Solved: At an archery tournament, a particular competition sees a ball launched into the... [IB Mathematics Applications & Interpretation (Math AI)]

Question

HLPaper 2

At an archery tournament, a particular competition sees a ball launched into the air while an archer attempts to hit it with an arrow. The path of the ball is modelled by the equation $\binom{x}{y} = \binom{5}{0} + t \binom{u_x}{u_y - 5t}$ where $x$ is the horizontal displacement from the archer and $y$ is the vertical displacement from the ground, both measured in metres, and $t$ is the time, in seconds, since the ball was launched.

$u_x$ is the horizontal component of the initial velocity
$u_y$ is the vertical component of the initial velocity. In this question both the ball and the arrow are modelled as single points. The ball is launched with an initial velocity such that $u_x = 8$ and $u_y = 10$

Find the initial speed of the ball.

[2]

Verified

Solution

$\sqrt{10^2+8^2}$

Find the angle of elevation of the ball as it is launched.

[2]

Verified

Solution

$\tan^{-1}\left(\frac{10}{8}\right)$

Note: Accept 0.897 or 51.4 from use of $\arcsin\left(\frac{10}{12.8}\right)$ .

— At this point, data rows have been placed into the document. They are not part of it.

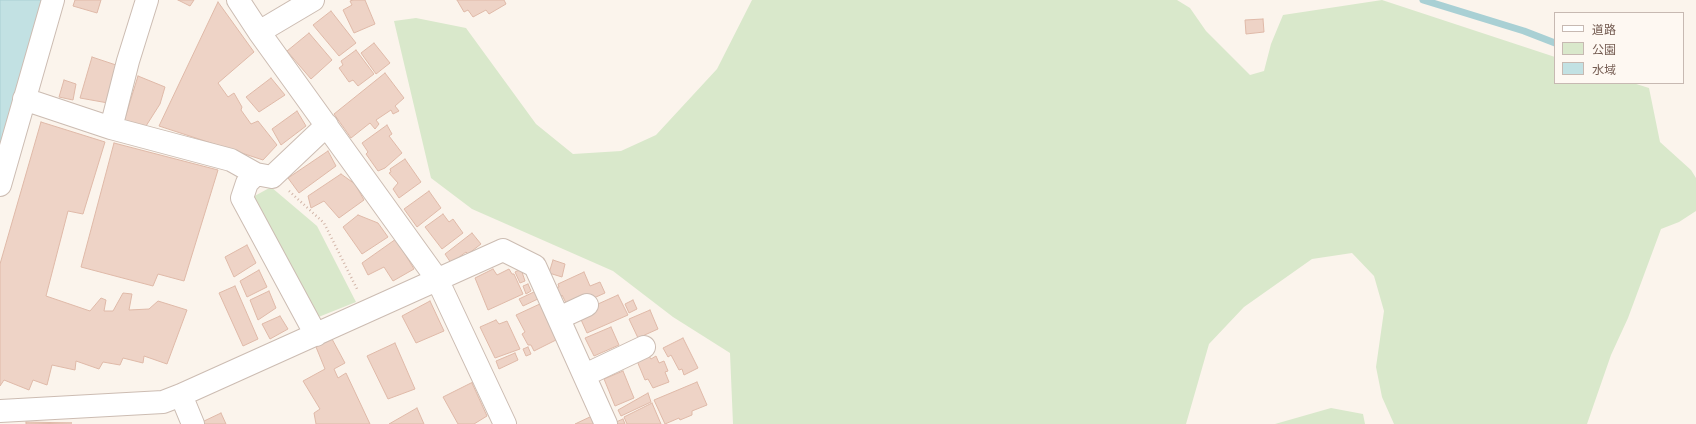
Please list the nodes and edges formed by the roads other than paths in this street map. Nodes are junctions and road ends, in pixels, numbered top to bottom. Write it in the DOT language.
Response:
graph roads {
  1 [pos="54,0"];
  2 [pos="147,0"];
  3 [pos="238,0"];
  4 [pos="313,0"];
  5 [pos="259,32"];
  6 [pos="24,99"];
  7 [pos="327,125"];
  8 [pos="111,128"];
  9 [pos="264,176"];
  10 [pos="0,185"];
  11 [pos="437,279"];
  12 [pos="587,305"];
  13 [pos="559,318"];
  14 [pos="316,334"];
  15 [pos="644,347"];
  16 [pos="584,375"];
  17 [pos="181,395"];
  18 [pos="0,411"];
  19 [pos="193,424"];
  20 [pos="505,424"];
  21 [pos="606,424"];
  1 -- 6 [label="street"];
  2 -- 8 [label="street"];
  3 -- 5 [label="street"];
  4 -- 5 [label="street"];
  5 -- 7 [label="street"];
  6 -- 8 [label="street"];
  6 -- 10 [label="street"];
  7 -- 9 [label="street"];
  7 -- 11 [label="street"];
  8 -- 9 [label="street"];
  9 -- 14 [label="street"];
  11 -- 13 [label="street"];
  11 -- 14 [label="street"];
  11 -- 20 [label="street"];
  12 -- 13 [label="street"];
  13 -- 16 [label="street"];
  14 -- 17 [label="street"];
  15 -- 16 [label="street"];
  16 -- 21 [label="street"];
  17 -- 18 [label="street"];
  17 -- 19 [label="street"];
}
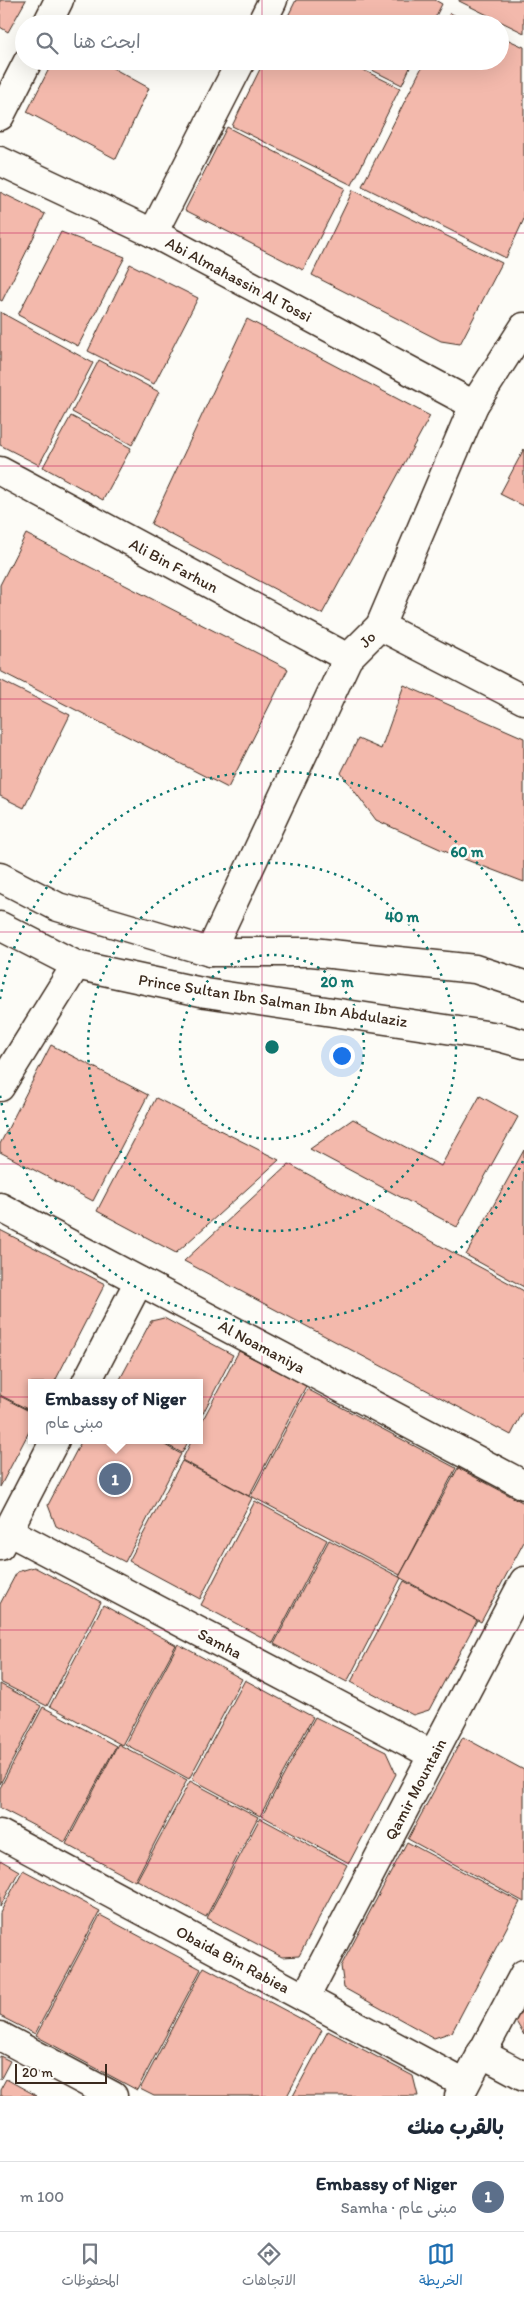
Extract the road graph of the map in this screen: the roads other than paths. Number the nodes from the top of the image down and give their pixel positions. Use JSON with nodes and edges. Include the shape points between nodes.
{"nodes":[{"id":1,"x":59,"y":0,"type":"edge"},
{"id":2,"x":273,"y":0,"type":"edge"},
{"id":3,"x":52,"y":15,"type":"edge"},
{"id":4,"x":266,"y":15,"type":"edge"},
{"id":5,"x":23,"y":70,"type":"edge"},
{"id":6,"x":236,"y":70,"type":"edge"},
{"id":7,"x":0,"y":116,"type":"edge"},
{"id":8,"x":0,"y":161,"type":"edge"},
{"id":9,"x":153,"y":233,"type":"junction"},
{"id":10,"x":522,"y":338,"type":"edge"},
{"id":11,"x":474,"y":405,"type":"junction"},
{"id":12,"x":0,"y":472,"type":"edge"},
{"id":13,"x":380,"y":626,"type":"junction"},
{"id":14,"x":348,"y":658,"type":"junction"},
{"id":15,"x":524,"y":700,"type":"edge"},
{"id":16,"x":0,"y":877,"type":"edge"},
{"id":17,"x":0,"y":926,"type":"edge"},
{"id":18,"x":210,"y":952,"type":"junction"},
{"id":19,"x":76,"y":965,"type":"junction"},
{"id":20,"x":524,"y":985,"type":"edge"},
{"id":21,"x":524,"y":1044,"type":"edge"},
{"id":22,"x":0,"y":1088,"type":"edge"},
{"id":23,"x":0,"y":1207,"type":"edge"},
{"id":24,"x":139,"y":1281,"type":"junction"},
{"id":25,"x":88,"y":1379,"type":"edge"},
{"id":26,"x":54,"y":1444,"type":"edge"},
{"id":27,"x":524,"y":1485,"type":"edge"},
{"id":28,"x":4,"y":1538,"type":"edge"},
{"id":29,"x":524,"y":1580,"type":"edge"},
{"id":30,"x":433,"y":1754,"type":"junction"},
{"id":31,"x":0,"y":1834,"type":"edge"},
{"id":32,"x":524,"y":1974,"type":"edge"},
{"id":33,"x":305,"y":1998,"type":"junction"},
{"id":34,"x":0,"y":2036,"type":"edge"},
{"id":35,"x":482,"y":2053,"type":"junction"},
{"id":36,"x":524,"y":2076,"type":"edge"},
{"id":37,"x":462,"y":2090,"type":"edge"},
{"id":38,"x":113,"y":2096,"type":"edge"}],
"edges":[{"from":1,"to":3,"type":"street"},
{"from":2,"to":4,"type":"street"},
{"from":5,"to":7,"type":"street"},
{"from":6,"to":9,"type":"street"},
{"from":8,"to":9,"type":"street","name":"Abi Almahassin Al Tossi"},
{"from":9,"to":11,"type":"street","name":"Abi Almahassin Al Tossi"},
{"from":10,"to":11,"type":"street","name":"Jo"},
{"from":11,"to":13,"type":"street","name":"Jo"},
{"from":12,"to":14,"type":"street","name":"Ali Bin Farhun"},
{"from":13,"to":14,"type":"street","name":"Jo"},
{"from":13,"to":15,"type":"street"},
{"from":14,"to":18,"type":"street","name":"Jo"},
{"from":16,"to":18,"type":"street","via":[[58,907]]},
{"from":17,"to":19,"type":"street","name":"Prince Sultan Ibn Salman Ibn Abdulaziz"},
{"from":18,"to":20,"type":"street","via":[[312,952],[475,970]]},
{"from":19,"to":21,"type":"street","name":"Prince Sultan Ibn Salman Ibn Abdulaziz","via":[[206,993],[499,1037]]},
{"from":19,"to":22,"type":"street"},
{"from":23,"to":24,"type":"street","name":"Al Noamaniya"},
{"from":24,"to":25,"type":"street"},
{"from":24,"to":27,"type":"street","name":"Al Noamaniya"},
{"from":26,"to":28,"type":"street"},
{"from":28,"to":30,"type":"street","name":"Samha"},
{"from":29,"to":30,"type":"street","name":"Qamir Mountain"},
{"from":30,"to":33,"type":"street","name":"Qamir Mountain"},
{"from":31,"to":33,"type":"street","name":"Obaida Bin Rabiea"},
{"from":32,"to":35,"type":"street"},
{"from":33,"to":37,"type":"street","name":"Obaida Bin Rabiea"},
{"from":34,"to":38,"type":"street"},
{"from":35,"to":36,"type":"street"},
{"from":35,"to":37,"type":"street"}]}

Find the maximum height reached by the ball.

[3]

Verified

Solution

$y=t(10-5t)$

Note: The $\boldsymbol{M1}$ might be implied by a correct graph or use of the correct equation. METHOD 1 - graphical Method sketch graph Note: The $\boldsymbol{M1}$ might be implied by correct graph or correct maximum (eg $t=1$ ). max occurs when $y=5$ m

METHOD 2 - calculus

differentiating and equating to zero $\frac{\mathrm{d}y}{\mathrm{d}t}=10-10t=0$ $t=1$ $y(=1(10-5))=5$ m

METHOD 3 - symmetry

line of symmetry is $t=1$ $y(=1(10-5))=5$ m

Assuming that the ground is horizontal and the ball is not hit by the arrow, find the $x$ coordinate of the point where the ball lands.

[3]

Verified

Solution

attempt to solve $t(10-5t)=0$ $t=2 \quad$ (or $t=0$ ) (A1) $x(=5+8\times 2)=21$ m Note: Do not award the final $\boldsymbol{A1}$ if $x=5$ is also seen.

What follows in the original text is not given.